_What you are asked to do_
Every record below should be printed exactly, except for the pictures.

_Data under study_
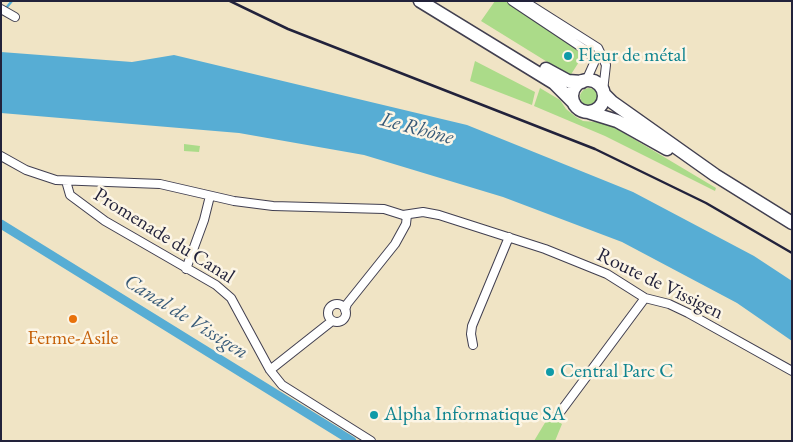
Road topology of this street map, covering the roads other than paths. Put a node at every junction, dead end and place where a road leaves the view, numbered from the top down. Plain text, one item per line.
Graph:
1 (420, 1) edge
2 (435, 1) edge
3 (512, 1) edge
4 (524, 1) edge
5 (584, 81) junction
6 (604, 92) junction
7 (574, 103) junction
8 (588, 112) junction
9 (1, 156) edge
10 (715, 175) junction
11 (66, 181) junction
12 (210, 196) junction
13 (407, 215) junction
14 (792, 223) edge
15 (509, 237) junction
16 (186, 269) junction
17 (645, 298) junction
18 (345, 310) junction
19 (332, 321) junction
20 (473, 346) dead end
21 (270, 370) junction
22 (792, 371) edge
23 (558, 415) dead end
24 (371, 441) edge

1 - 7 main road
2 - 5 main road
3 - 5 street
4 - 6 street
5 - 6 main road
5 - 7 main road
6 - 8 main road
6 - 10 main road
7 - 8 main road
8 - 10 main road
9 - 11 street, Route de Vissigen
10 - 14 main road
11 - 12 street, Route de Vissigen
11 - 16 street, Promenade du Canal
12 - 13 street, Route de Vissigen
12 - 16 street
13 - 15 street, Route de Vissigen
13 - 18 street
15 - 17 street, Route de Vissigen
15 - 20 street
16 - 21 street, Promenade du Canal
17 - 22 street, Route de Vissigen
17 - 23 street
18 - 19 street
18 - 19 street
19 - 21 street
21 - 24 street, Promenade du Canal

_Task solution_
Road topology of this street map, covering the roads other than paths. Put a node at every junction, dead end and place where a road leaves the view, numbered from the top down. Plain text, one item per line.
Graph:
1 (420, 1) edge
2 (435, 1) edge
3 (512, 1) edge
4 (524, 1) edge
5 (584, 81) junction
6 (604, 92) junction
7 (574, 103) junction
8 (588, 112) junction
9 (1, 156) edge
10 (715, 175) junction
11 (66, 181) junction
12 (210, 196) junction
13 (407, 215) junction
14 (792, 223) edge
15 (509, 237) junction
16 (186, 269) junction
17 (645, 298) junction
18 (345, 310) junction
19 (332, 321) junction
20 (473, 346) dead end
21 (270, 370) junction
22 (792, 371) edge
23 (558, 415) dead end
24 (371, 441) edge

1 - 7 main road
2 - 5 main road
3 - 5 street
4 - 6 street
5 - 6 main road
5 - 7 main road
6 - 8 main road
6 - 10 main road
7 - 8 main road
8 - 10 main road
9 - 11 street, Route de Vissigen
10 - 14 main road
11 - 12 street, Route de Vissigen
11 - 16 street, Promenade du Canal
12 - 13 street, Route de Vissigen
12 - 16 street
13 - 15 street, Route de Vissigen
13 - 18 street
15 - 17 street, Route de Vissigen
15 - 20 street
16 - 21 street, Promenade du Canal
17 - 22 street, Route de Vissigen
17 - 23 street
18 - 19 street
18 - 19 street
19 - 21 street
21 - 24 street, Promenade du Canal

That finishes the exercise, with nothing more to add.